Supreme Court of Kentucky
Oct 12, 1982
639 S.W.2d 782 (Ky. 1982)

Opinion

October 12, 1982.

Appeal from the Hardin Circuit Court, D. Michael Coyle, J.

J.M. Collier, Elizabethtown, for movant.

Paul M. Lewis, Elizabethtown, for respondent.


The issue to be decided is whether a person who is both the settlor and sole beneficiary of an inter vivos trust may revoke the trust when the instrument specifically provides that the trust is irrevocable. We answer the question in the affirmative.

Movant, an elderly widow, was the beneficiary of two trusts created by her deceased husband. One of the trusts was revocable. Upon the respondent's advice, the movant revoked the trust and transferred the assets to a newly created trust in which the respondent was the designated trustee. The trust instrument drawn up by the respondent specifically provided that the trust was irrevocable.

Subsequent to the execution of the new trust, movant became dissatisfied with the amount of income she was receiving and filed suit in circuit court seeking termination of the trust. The trial court concluded that a settlor who is sole beneficiary of an irrevocable trust ought to have the right to revoke the trust. However, the court refused to revoke the trust on the basis that it was not in the best interest of the movant.

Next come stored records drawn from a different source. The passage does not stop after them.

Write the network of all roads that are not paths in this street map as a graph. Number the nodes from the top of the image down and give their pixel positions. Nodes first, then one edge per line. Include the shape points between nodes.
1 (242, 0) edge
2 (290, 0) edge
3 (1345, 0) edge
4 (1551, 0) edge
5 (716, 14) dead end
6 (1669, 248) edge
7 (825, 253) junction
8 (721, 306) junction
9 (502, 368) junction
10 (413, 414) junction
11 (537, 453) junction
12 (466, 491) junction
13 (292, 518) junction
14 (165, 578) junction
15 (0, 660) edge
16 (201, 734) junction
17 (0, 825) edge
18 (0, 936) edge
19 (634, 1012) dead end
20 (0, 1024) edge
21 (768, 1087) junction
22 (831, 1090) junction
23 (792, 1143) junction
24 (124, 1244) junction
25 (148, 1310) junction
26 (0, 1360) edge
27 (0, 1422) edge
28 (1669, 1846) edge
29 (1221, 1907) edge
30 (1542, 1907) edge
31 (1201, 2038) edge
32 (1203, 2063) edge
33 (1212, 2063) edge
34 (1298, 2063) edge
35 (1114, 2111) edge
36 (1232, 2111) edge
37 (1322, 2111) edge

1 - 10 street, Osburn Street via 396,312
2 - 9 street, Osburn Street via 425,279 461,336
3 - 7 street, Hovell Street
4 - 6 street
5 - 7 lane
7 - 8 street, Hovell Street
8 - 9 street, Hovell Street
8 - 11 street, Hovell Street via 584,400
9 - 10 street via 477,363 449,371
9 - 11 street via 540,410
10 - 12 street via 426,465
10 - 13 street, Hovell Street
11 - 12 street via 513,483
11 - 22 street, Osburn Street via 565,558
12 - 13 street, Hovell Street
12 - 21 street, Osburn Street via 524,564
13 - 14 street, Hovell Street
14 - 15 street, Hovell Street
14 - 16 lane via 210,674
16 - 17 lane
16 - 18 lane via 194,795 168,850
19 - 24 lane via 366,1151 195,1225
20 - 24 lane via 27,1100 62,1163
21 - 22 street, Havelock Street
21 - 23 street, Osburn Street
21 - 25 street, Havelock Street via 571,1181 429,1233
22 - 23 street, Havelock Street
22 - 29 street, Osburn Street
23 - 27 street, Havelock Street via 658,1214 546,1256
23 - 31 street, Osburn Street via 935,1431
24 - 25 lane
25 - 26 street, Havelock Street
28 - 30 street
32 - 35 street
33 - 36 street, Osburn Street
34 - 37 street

In its findings of fact, the trial court determined that movant ". . . (w)as mentally competent when she contacted her attorney to seek revocation of said trust; however her mental and physical condition . . . has detiorated to the extent that the plaintiff is now mentally incompetent. . . ." The court premised its decision on its "finding" that the movant had become "mentally incompetent" during trial. The issue of movant's competency was neither litigated in the trial nor determined at a statutory competency hearing as required by KRS 202A.060. The Court of Appeals affirmed.

We need not consider the trial court's "finding" that movant was incompetent because the movant was competent when the suit was filed and because no formal statutory adjudication of competency was made. Rather, the proper focus is on the right of movant at the time the law suit to revoke the trust is filed.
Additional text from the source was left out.